Dan semacam ini dilakukan oleh Nabi Shallallahu ‘alaihi wa sallam bersama para istri beliau. Ibnu Abbas Radhiyallahu ‘anhuma, menceritakan pengalamannya dengan Nabi Shallallahu ‘alaihi wa sallam ketika beliau menginap di rumah bibinya, Maimunah, yang merupakan salah satu istri Nabi Shallallahu ‘alaihi wa sallam. Seusai Nabi Shallallahu ‘alaihi wa sallam shalat isya, beliau pulang ke rumahnya Maimunah, lalu shalat 4 rakaat. Kemudian beliau berbincang-bincang dengan istrinya.
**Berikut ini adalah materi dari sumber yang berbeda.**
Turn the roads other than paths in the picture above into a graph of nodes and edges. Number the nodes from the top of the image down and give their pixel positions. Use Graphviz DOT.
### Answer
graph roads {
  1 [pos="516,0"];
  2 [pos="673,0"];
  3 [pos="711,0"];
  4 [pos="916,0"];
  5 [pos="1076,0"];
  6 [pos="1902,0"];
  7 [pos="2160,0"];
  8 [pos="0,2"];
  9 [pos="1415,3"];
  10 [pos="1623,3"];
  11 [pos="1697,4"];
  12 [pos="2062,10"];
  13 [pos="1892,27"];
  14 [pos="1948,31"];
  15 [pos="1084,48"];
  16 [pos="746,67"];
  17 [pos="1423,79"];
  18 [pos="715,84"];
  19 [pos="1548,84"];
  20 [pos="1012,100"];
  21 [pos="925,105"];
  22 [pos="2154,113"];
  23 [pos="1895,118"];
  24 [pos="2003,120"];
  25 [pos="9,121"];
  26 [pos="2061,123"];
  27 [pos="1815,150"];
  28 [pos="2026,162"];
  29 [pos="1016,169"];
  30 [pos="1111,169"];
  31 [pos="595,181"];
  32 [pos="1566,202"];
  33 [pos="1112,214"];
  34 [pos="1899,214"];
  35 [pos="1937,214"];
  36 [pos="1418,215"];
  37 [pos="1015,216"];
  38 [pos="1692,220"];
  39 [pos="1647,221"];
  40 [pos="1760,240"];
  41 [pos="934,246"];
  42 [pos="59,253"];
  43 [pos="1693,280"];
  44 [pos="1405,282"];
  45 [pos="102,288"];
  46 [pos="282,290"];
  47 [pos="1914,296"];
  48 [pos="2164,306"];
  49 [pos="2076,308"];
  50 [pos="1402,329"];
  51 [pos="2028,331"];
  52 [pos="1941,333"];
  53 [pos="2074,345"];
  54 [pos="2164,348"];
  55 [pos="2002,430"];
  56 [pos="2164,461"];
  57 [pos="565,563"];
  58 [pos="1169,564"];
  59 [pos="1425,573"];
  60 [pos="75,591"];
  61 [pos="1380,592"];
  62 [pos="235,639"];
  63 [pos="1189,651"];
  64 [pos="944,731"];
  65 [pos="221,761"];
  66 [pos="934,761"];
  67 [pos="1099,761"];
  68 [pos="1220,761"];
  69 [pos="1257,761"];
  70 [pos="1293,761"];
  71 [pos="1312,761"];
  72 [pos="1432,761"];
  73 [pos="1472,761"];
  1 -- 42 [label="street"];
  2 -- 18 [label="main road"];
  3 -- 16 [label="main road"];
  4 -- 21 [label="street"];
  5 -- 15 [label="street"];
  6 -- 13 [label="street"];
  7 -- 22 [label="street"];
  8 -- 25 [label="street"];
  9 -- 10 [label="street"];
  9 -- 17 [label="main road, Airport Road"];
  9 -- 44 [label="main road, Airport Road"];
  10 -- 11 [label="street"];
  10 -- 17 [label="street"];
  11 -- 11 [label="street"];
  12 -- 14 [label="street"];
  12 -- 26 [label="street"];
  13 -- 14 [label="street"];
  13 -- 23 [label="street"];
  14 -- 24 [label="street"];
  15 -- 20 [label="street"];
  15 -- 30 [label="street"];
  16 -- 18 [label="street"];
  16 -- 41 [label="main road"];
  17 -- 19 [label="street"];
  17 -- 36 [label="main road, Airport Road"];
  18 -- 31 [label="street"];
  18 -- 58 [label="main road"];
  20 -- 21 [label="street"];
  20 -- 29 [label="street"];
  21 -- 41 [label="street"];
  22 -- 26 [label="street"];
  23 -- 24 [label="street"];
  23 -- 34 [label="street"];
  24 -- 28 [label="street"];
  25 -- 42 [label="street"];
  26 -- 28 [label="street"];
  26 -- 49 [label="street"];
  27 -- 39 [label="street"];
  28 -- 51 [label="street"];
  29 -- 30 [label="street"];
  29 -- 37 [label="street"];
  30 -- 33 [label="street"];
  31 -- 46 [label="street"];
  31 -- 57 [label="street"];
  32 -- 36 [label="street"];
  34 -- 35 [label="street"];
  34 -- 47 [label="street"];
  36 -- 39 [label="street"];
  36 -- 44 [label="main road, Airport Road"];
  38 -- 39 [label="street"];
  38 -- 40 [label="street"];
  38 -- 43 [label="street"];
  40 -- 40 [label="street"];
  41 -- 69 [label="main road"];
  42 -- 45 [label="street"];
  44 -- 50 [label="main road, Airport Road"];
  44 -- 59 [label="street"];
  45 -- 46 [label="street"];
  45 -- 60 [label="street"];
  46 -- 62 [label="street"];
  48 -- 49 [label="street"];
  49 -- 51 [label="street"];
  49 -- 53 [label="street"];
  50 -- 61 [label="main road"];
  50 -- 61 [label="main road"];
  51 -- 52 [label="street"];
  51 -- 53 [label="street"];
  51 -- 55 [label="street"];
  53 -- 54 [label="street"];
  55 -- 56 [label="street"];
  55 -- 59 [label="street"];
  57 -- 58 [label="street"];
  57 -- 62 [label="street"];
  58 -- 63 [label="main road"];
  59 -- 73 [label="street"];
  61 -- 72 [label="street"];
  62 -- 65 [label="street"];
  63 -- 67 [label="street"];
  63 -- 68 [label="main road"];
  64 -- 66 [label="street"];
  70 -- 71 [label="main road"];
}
Karena itu, para ulama menilai obrolan dengan istri dan anak, termasuk kegiatan yang ada maslahatnya. An-Nawawi menyebutkan jenis-jenis kegiatan setelah isya yang diperbolehkan,

قَالَ الْعُلَمَاء : وَالْمَكْرُوه مِنْ الْحَدِيث بَعْد الْعِشَاء هُوَ مَا كَانَ فِي الْأُمُور الَّتِي لَا مَصْلَحَة فِيهَا. أَمَّا مَا فِيهِ مَصْلَحَة وَخَيْر فَلَا كَرَاهَة فِيهِ , وَذَلِكَ كَمُدَارَسَةِ الْعِلْم , وَحِكَايَات الصَّالِحِينَ , وَمُحَادَثَة الضَّيْف ، وَالْعَرُوس لِلتَّأْنِيسِ , وَمُحَادَثَة الرَّجُل أَهْله وَأَوْلَاده لِلْمُلَاطَفَةِ وَالْحَاجَة

Para ulama mengatakan, obrolan yang makruh setelah isya adalah obrolan yang tidak ada maslahatnya. Adapaun kegiatan yang ada maslahatnya dan ada kebaikannya, tidak makruh. Seperti belajar ilmu agama, membaca cerita orang soleh, ngobrol melayani tamu, atau penantin baru untuk keakraban, atau suami ngobrol dengan istrinya dan anaknya, mewujudkan kesih sayang dan hajat keluarga. (Syarh Shahih Muslim, 5/146).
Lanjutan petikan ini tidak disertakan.